### Information provided ###
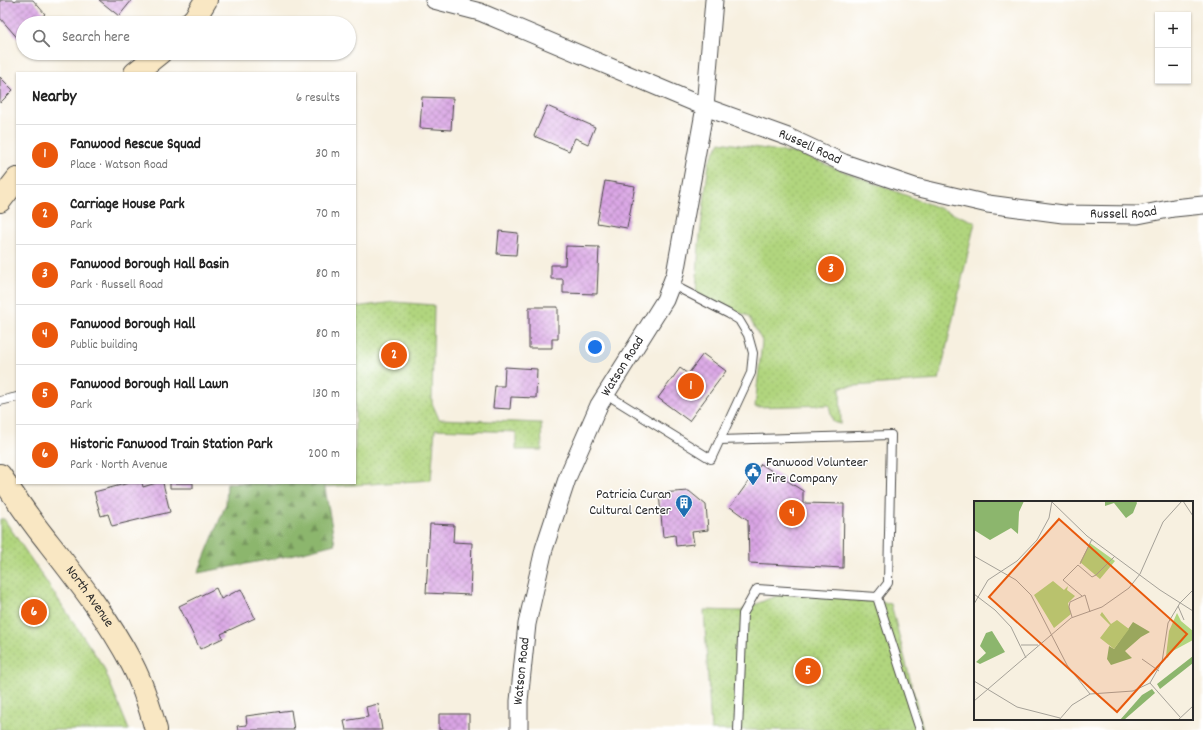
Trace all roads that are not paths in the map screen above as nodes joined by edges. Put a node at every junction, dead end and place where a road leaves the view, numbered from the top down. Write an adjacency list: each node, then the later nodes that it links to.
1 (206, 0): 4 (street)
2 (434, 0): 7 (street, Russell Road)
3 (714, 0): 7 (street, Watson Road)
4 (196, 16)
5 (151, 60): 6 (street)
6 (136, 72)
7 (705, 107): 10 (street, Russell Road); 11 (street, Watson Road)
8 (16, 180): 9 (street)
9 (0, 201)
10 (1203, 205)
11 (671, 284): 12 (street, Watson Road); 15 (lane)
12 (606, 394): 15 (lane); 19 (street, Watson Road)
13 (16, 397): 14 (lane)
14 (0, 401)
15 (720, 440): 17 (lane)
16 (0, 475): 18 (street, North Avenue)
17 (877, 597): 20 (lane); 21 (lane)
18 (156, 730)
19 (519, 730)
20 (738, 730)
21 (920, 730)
###
◆ Task to carry out ◆
Could you write out every line above exactly as it stands, with no images?

◆ Exercise response ◆
Trace all roads that are not paths in the map screen above as nodes joined by edges. Put a node at every junction, dead end and place where a road leaves the view, numbered from the top down. Write an adjacency list: each node, then the later nodes that it links to.
1 (206, 0): 4 (street)
2 (434, 0): 7 (street, Russell Road)
3 (714, 0): 7 (street, Watson Road)
4 (196, 16)
5 (151, 60): 6 (street)
6 (136, 72)
7 (705, 107): 10 (street, Russell Road); 11 (street, Watson Road)
8 (16, 180): 9 (street)
9 (0, 201)
10 (1203, 205)
11 (671, 284): 12 (street, Watson Road); 15 (lane)
12 (606, 394): 15 (lane); 19 (street, Watson Road)
13 (16, 397): 14 (lane)
14 (0, 401)
15 (720, 440): 17 (lane)
16 (0, 475): 18 (street, North Avenue)
17 (877, 597): 20 (lane); 21 (lane)
18 (156, 730)
19 (519, 730)
20 (738, 730)
21 (920, 730)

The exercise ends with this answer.